1. Исследование клинической, экономической и организационной эффективности профилактических осмотров работников, занятых во вредных и опасных условиях труда, проводимых с использованием медицинской информационной системы «Кондопога». Выполнено заведующей поликлиникой ОАО «Кондопога» Кемпи С.И. и соавторами в 2002-2006 гг.:

2. Исследование эффективности вторичной профилактики гипертонической болезни сердца с использованием электронной карты динамического наблюдения, выполненное участковым врачом-терапевтом Гавриловым Д.В., доцентом Кузнецовой Т.Ю. и соавторами в 2000-2006 гг.
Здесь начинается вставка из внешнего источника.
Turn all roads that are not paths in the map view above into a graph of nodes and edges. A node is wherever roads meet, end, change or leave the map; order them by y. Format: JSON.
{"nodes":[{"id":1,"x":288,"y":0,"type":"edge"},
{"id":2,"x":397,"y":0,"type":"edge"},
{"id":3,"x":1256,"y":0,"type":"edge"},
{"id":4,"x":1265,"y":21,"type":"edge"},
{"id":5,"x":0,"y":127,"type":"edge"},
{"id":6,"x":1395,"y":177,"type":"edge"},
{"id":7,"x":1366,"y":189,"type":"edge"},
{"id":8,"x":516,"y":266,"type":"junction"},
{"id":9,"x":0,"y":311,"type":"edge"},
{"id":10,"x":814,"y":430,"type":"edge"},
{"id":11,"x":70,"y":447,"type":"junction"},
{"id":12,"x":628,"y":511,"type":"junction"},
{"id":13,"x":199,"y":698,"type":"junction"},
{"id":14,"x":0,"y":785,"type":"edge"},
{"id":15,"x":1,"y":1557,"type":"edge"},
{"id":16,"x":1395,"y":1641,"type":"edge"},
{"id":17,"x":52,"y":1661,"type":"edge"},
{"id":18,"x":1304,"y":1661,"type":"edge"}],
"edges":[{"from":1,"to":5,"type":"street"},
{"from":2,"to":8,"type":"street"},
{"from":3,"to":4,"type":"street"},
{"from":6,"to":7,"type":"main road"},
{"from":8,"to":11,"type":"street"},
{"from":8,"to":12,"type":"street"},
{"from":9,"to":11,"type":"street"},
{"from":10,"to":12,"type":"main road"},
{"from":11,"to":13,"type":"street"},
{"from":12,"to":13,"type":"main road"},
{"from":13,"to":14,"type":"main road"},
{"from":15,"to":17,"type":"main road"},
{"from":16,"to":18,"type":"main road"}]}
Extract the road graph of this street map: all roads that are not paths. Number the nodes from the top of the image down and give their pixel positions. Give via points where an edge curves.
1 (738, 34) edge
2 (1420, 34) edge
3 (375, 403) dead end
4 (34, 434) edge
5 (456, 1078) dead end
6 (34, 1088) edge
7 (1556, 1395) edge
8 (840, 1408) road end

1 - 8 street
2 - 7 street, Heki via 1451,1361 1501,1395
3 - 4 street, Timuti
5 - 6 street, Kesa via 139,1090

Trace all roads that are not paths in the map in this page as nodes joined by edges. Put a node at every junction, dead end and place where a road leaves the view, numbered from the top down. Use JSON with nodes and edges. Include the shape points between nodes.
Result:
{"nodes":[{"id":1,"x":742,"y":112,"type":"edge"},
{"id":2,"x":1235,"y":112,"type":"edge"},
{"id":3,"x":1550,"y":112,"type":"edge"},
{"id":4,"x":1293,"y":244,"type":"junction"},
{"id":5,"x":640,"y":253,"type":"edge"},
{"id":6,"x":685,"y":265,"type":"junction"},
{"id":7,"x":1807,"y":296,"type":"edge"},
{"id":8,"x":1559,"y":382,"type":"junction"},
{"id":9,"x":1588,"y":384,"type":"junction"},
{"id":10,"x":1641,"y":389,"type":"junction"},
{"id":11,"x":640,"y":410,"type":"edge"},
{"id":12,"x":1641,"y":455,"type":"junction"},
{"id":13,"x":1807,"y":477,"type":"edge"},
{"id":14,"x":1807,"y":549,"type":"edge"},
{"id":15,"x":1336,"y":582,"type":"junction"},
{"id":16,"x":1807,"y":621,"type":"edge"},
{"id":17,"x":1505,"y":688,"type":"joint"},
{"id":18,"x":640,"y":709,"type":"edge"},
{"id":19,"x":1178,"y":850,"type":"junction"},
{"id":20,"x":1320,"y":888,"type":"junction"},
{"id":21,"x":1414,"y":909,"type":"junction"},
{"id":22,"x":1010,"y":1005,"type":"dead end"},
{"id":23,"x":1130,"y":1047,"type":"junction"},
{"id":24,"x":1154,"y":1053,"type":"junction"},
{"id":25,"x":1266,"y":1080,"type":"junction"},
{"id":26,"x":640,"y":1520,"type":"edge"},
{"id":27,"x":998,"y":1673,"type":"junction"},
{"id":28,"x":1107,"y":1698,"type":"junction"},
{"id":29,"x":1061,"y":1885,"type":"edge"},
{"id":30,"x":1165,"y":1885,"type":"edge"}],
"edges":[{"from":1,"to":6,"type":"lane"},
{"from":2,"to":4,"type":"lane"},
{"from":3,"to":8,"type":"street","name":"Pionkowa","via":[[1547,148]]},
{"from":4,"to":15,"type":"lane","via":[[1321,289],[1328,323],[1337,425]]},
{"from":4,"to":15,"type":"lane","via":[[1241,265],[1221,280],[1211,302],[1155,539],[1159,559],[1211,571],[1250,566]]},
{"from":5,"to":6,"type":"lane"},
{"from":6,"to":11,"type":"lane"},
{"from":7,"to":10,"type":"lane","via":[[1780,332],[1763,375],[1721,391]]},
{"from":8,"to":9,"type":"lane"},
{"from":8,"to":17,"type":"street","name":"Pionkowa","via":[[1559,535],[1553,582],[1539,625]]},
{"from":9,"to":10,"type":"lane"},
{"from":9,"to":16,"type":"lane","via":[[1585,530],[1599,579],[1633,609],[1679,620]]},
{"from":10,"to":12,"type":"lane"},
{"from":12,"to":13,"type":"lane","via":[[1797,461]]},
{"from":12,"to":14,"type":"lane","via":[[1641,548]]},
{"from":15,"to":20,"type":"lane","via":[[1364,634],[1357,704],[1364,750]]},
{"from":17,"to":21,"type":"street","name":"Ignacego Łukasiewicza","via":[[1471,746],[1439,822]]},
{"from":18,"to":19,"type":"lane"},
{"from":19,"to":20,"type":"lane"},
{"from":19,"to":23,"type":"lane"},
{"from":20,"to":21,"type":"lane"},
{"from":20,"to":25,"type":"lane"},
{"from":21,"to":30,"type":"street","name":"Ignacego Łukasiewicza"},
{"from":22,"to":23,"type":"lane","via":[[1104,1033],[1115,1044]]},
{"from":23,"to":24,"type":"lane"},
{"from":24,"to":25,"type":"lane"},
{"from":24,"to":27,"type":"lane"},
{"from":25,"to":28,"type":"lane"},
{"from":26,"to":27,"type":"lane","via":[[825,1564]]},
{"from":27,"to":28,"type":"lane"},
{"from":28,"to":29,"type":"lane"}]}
3. Исследование эффективности информатизации акушерско-гинекологической службы, выполненное врачом акушером-гинекологом поликлиники Емельяновой О.В. и соавторами в 2002-2005 гг.:

Все эти работы, а также опыт применения КМИС в практическом здравоохранении, наглядно демонстрируют клиническую, организационную, а в ряде случаев – и экономическую эффективность информатизации здравоохранения средствами Карельской медицинской информационной системы.

Литература

1. Кириллова А. В. Изучение эффективности электронной медицинской документации в диспансерном наблюдении пациентов / А. В. Кириллова, А. В. Гусев, И. П. Дуданов // Медицинский академический журнал. 2005. Том 5. № 3. Приложение 7. С. 133-138.
2. Кириллова А. В. Современное состояние диспансерного наблюдения пациентов с ишемической болезнью сердца / А. В. Кириллова // Медицинский академический журнал. 2005. Том 5. № 3. Приложение 7. С. 124-128.
3. Кириллова А. В. Диспансеризация больных с ишемической болезнью сердца с использованием электронного документооборота / А. В. Кириллова // Экстренная хирургия в преклонном возрасте: Материалы X ежегодной итоговой научно-практической конференции по экстренной хирургии. 2005. С. 11-12.